On Sat, May 9, 2026 at 9:23 PM Tzu-ping Chung <[email protected]> wrote:

>
> On 10 May 2026, at 02:35, Jarek Potiuk <[email protected]> wrote:
>
> > Coordinators are Python. They are imported into Airflow. Not separate
> processes. tasks run in Python, and the coordinator knows how to talk to
> them. How the messages are exchanged (not the messages themselves) is
> purely between the coordinator (Python) and Java is only between them, and
> the same goes for other language coordinator-SDK. It is not public and thus
> not needed for specification.
>
> Oh I think that's a misunderstanding then. I do understand that the
> "coordinator" part runs in Python on Scheduler. I think it's more about
> where the process executes, and whether it is long-running or started for
> every task (and where).
> Just to compare the two executors:
>
> * LocalExecutor: The process for the task runs on the same "machine"
> (container etc.) as the Scheduler.
> * CeleryExecutor: The process runs somewhere from which the Celery worker
> pulls it from the queue
>
> So my assumption (and correct me if I am wrong or if this is
> already explained and yeah - I missed it ):
>
> DagProcessor with Java Coordinator:
> a) A new Java process will start every time a new DAG is created.Is the
> Java file about to be parsed?
>
>
> One process for one round to parse one file.

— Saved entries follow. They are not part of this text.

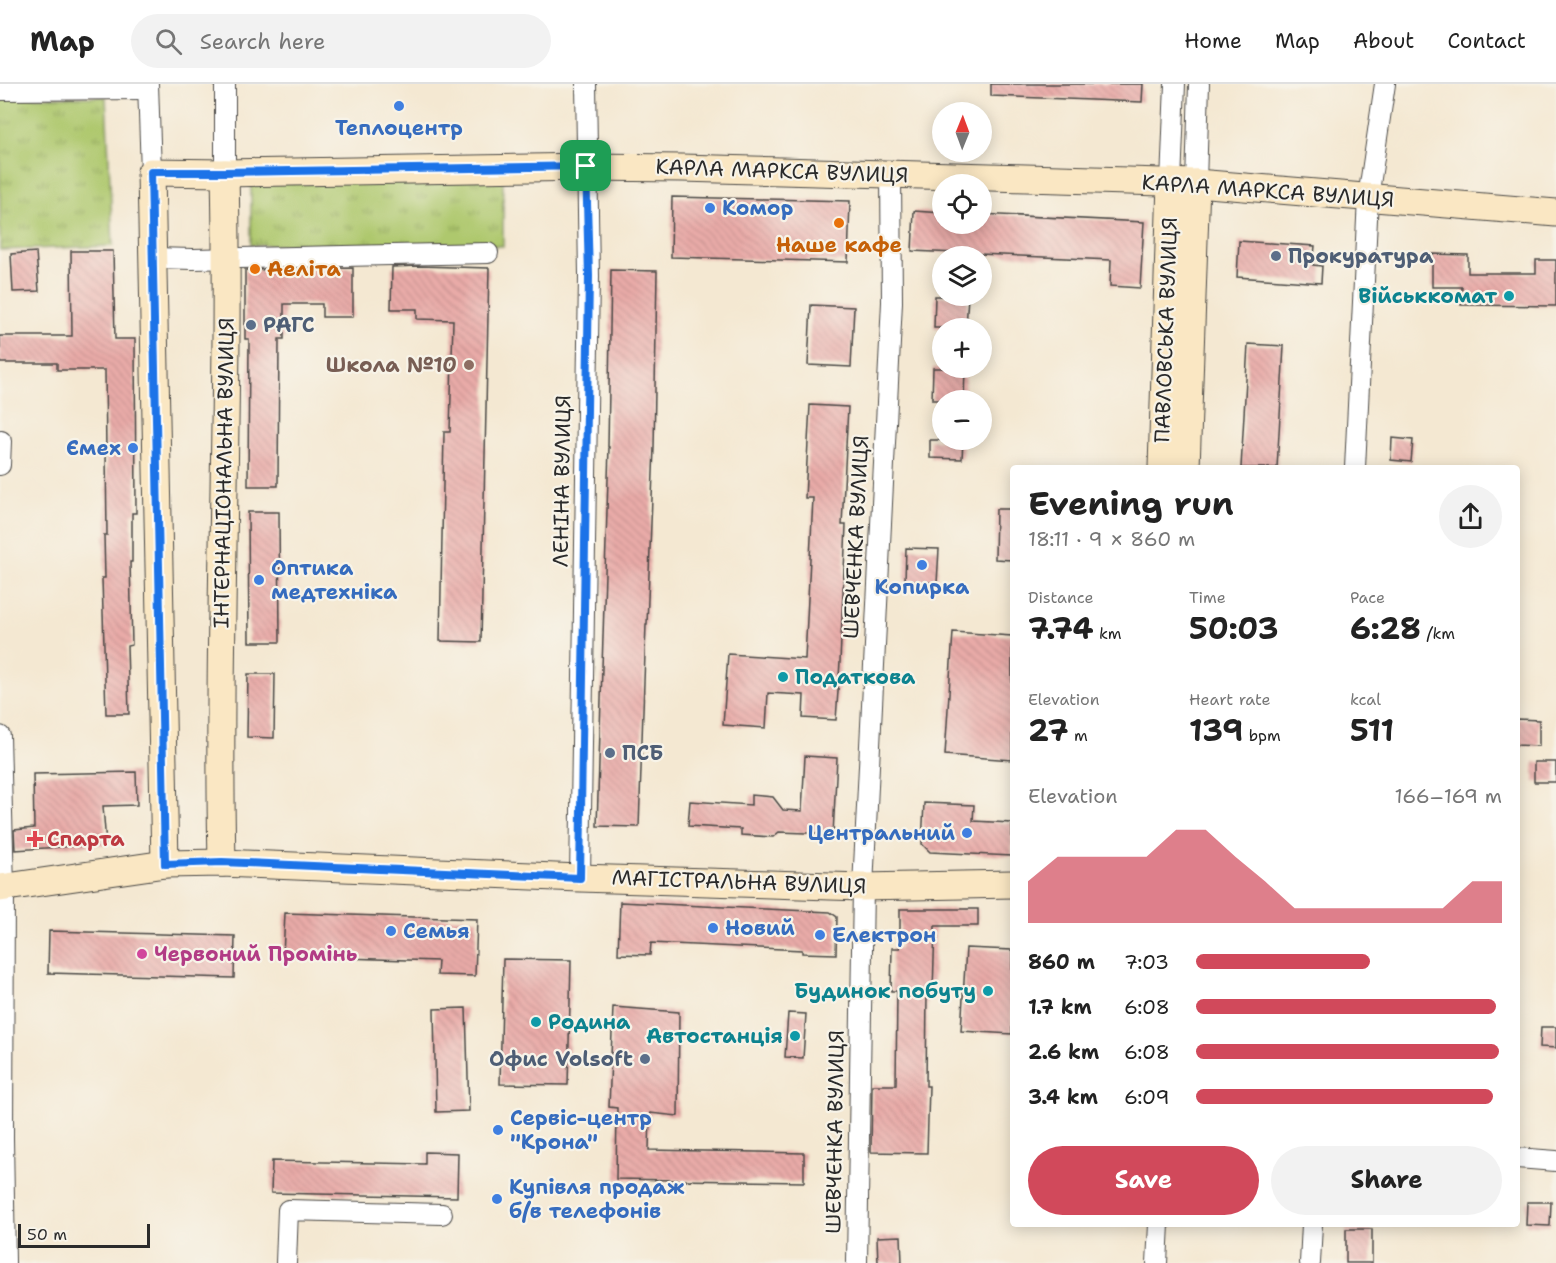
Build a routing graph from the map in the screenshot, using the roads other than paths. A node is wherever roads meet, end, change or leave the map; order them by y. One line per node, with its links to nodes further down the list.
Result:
1 (225, 84): 10 (street, ІНТЕРНАЦІОНАЛЬНА ВУЛИЦЯ)
2 (586, 84): 8 (street, ЛЕНІНА ВУЛИЦЯ)
3 (1175, 84): 12 (street, ПАВЛОВСЬКА ВУЛИЦЯ)
4 (1199, 84): 12 (street, ПАВЛОВСЬКА ВУЛИЦЯ)
5 (1384, 84): 13 (street)
6 (148, 87): 7 (street); 9 (street)
7 (0, 90)
8 (586, 166): 10 (street, КАРЛА МАРКСА ВУЛИЦЯ); 11 (street, КАРЛА МАРКСА ВУЛИЦЯ); 26 (street, ЛЕНІНА ВУЛИЦЯ)
9 (151, 172): 10 (street, КАРЛА МАРКСА ВУЛИЦЯ); 16 (street)
10 (225, 172): 17 (street, ІНТЕРНАЦІОНАЛЬНА ВУЛИЦЯ)
11 (891, 174): 12 (street, КАРЛА МАРКСА ВУЛИЦЯ); 28 (street, ШЕВЧЕНКА ВУЛИЦЯ)
12 (1184, 182): 13 (street, КАРЛА МАРКСА ВУЛИЦЯ); 20 (street, ПАВЛОВСЬКА ВУЛИЦЯ); 21 (street, ПАВЛОВСЬКА ВУЛИЦЯ)
13 (1368, 198): 14 (street, КАРЛА МАРКСА ВУЛИЦЯ); 22 (street)
14 (1556, 213)
15 (488, 253): 17 (street)
16 (153, 258): 17 (street); 25 (street)
17 (227, 258): 24 (street, ІНТЕРНАЦІОНАЛЬНА ВУЛИЦЯ)
18 (1, 441): 19 (street)
19 (0, 465)
20 (1162, 465)
21 (1186, 465)
22 (1355, 465)
23 (0, 736): 29 (street)
24 (222, 862): 25 (street, МАГІСТРАЛЬНА ВУЛИЦЯ); 26 (street, МАГІСТРАЛЬНА ВУЛИЦЯ)
25 (165, 864): 29 (street, МАГІСТРАЛЬНА ВУЛИЦЯ)
26 (580, 878): 28 (street, МАГІСТРАЛЬНА ВУЛИЦЯ)
27 (1010, 884): 28 (street, МАГІСТРАЛЬНА ВУЛИЦЯ)
28 (863, 886): 37 (street, ШЕВЧЕНКА ВУЛИЦЯ)
29 (2, 888): 35 (street)
30 (1520, 1158): 31 (street)
31 (1556, 1161)
32 (442, 1214): 36 (street)
33 (1159, 1227): 38 (street)
34 (1312, 1227): 39 (street)
35 (5, 1263)
36 (286, 1263)
37 (858, 1263)
38 (1157, 1263)
39 (1310, 1263)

Same as Python dag files. (In
> some sense it’s more like the compiled JAR “parses itself” and returns the
> result.)
>
>
> b) Or will a long-running Java process run locally that the DagProcessor
> will communicate with?
>
> Both approaches are possible, each has different characteristics
> (performance, cachine, warm-up time, JIT, potential pollution between
> several independent Dags parsed by the same DagFileProcessor).
>
>
> Correct, but from my research JVM does not make this reusing a process
> easy without serious restriction to what libraries people can use, and/or
> how global states can be manipulated. All in all not suitable for using
> Java in Airflow IMO.
>
> I am not ruling out the possibility though (my understanding to the JVM
> ecosystem has a lot of gaps, to put it mildly), so the AIP also does not
> really commit either way. It doesn’t need to though since whether to launch
> long-running worker processes is still entirely within the Java
> coordinator, and does not require a public interface change.
>
> Approach b also may make sense for some other runtimes, but that’s out of
> the scope for now.
>
>
>
> Task Execution with Java Coordinator:
>
> a) Will all Java tasks run locally as a new Java process on the same
> machine (container/machine) as the scheduler?
>
> b) Or will there be a long-running Java process (like in DagFileProcessor)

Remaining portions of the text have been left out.